We traded expertise like trail mix and stole little touches where we could, like his hand on my back when the path narrowed, my fingers sliding into his at a clear overlook, and a quick kiss that tasted like coffee and maybe a little bit of I want this.
By the time we reached where we’d parked, the sun had peaked and was on its way down the mountains on the other side of the valley. He leaned his forearms on the cab door of his truck and looked at me like he was trying to commit the moment to memory. I tried to look like it didn’t make my knees weak.
“I’ll drive behind you into town,” he said. “Make sure you get back.”
“I’m not going to veer off a cliff between here and Main Street.”
“Humor me.”
I wanted to say no on principle. I wanted to say yes because I liked the way it felt to have him worrying about me.
“Fine,” I said, and opened the driver’s door.
He closed it again with a palm. “Jessa.”
I looked up. The guarded look was back, softer at the edges but still there. He needed me to meet him where he was. I could do that. But I wasn’t going to carry him the whole way.
“I’m not sorry,” he finally said. “About last night.”
The tightness in my chest eased. “Neither am I.”
He shook his head, jaw flexing. “I need time to figure out how to do this without blowing everything up.”
The words hurt, but they weren’t new.

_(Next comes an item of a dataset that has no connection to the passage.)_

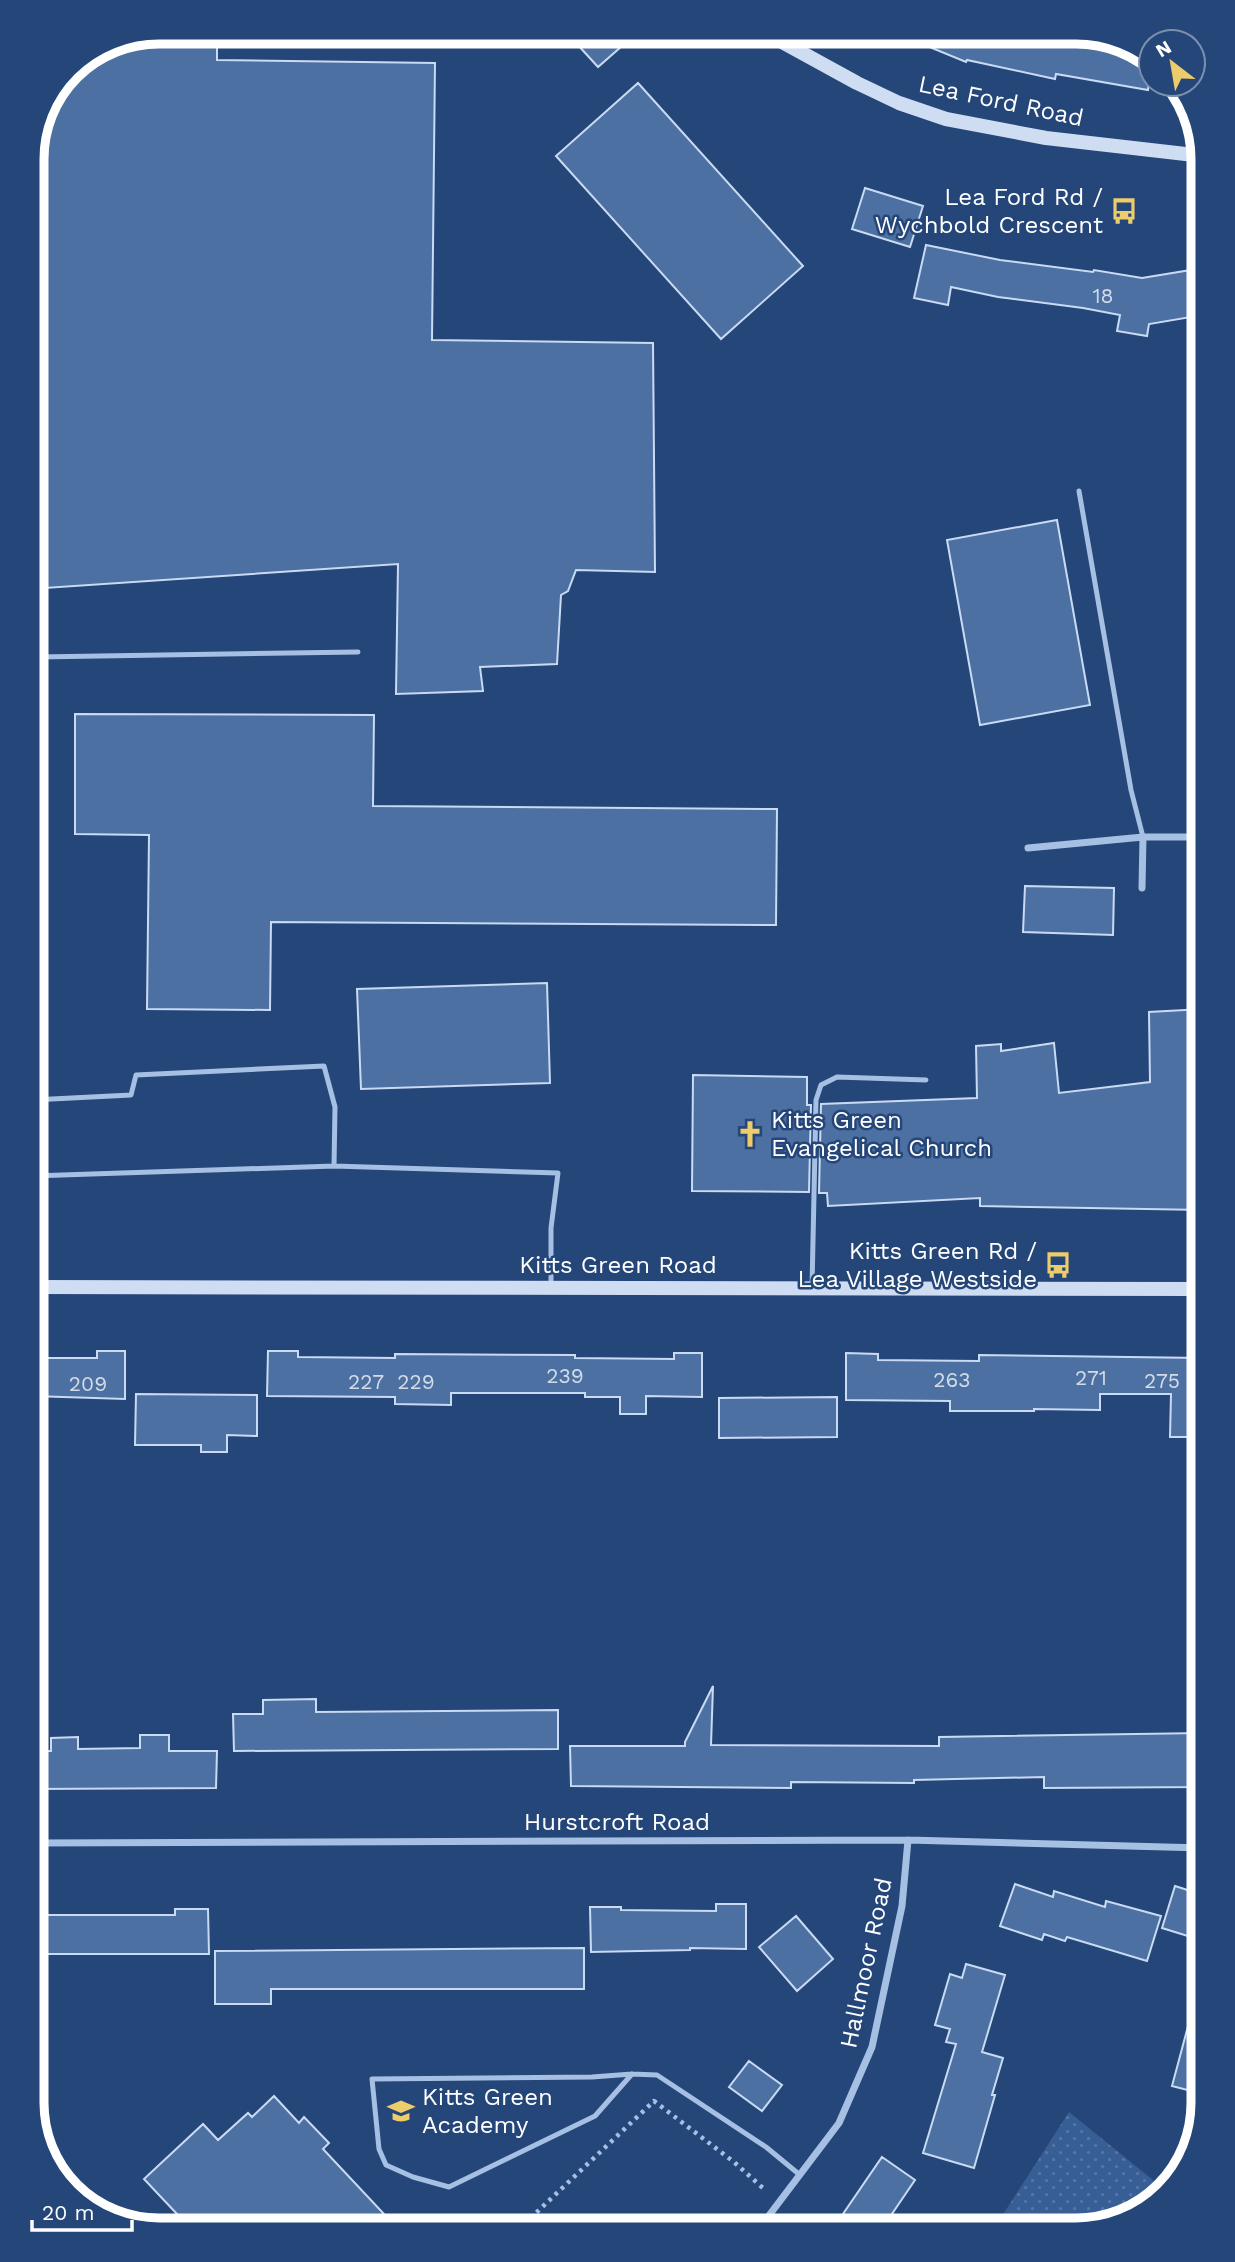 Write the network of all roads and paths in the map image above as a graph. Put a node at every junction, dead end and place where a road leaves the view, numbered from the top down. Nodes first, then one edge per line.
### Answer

He’d been saying versions of the same thing since the second I walked back into his life.
I could have argued with him or even begged. Badgered him about it until he broke or pushed me away for good. But if Harlan Flint wanted to dig his heels in, I wasn’t going to waste energy slamming against the wall he’d built.
Fine. If I couldn’t move him, I’d move something else.
I wasn’t helpless. I wasn’t sixteen anymore, waiting for someone to decide my future. If he couldn’t believe in us yet, then I’d prove there was something worth believing in anyway.
I pulled a folded sheet from my pack and tucked it into the front pocket of his flannel. “That’s the draft schedule for the weekend. Look it over. I’ll be at the store tomorrow to talk logistics.”
He caught my wrist, his thumb skimming the inside like he couldn’t help himself. “You’re something else, Firecracker.”
For the first time, the nickname didn’t make me mad. “I think you like that about me.”
“Yeah,” he said, his voice quiet. “I do.”
On the drive down, he kept his truck in my rearview like he’d promised. At the turn into town, he flicked his headlights once. I didn’t need a translation.
I parked outside my dad’s place and watched his taillights disappear toward Main. My body ached in a very specific, satisfied way. My heart ached too, but not with the same fear that had been wedged under my ribs since I came home. This ache felt like something I could build around.
I dug my notebook from my bag and added a few more items to my to-do list… practical, concrete things I could control.
Because I couldn’t control Harlan’s fear. I couldn’t control what people around town might say about him. But I could control this: my work, my choices, my voice.
Tomorrow, I’d walk into Big Package with a plan big enough to scare him and save him. I’d look Harlan Flint in the eye and remind him I wasn’t a girl he had to protect himself from.
Time… he’d asked for it. Fine. I could give that to him. At least for a little while.
CHAPTER 7
HARLAN
The next day, I was halfway through counting a big box of paracord when Dane strolled in like he owned the place.
“Good morning.” He set a cardboard box on the counter full of medicine balls. They were a ridiculous shade of neon yellow. “I was cleaning out some stuff in the back of the gym and figured the kids would love trying to toss these around during Adventure Weekend.”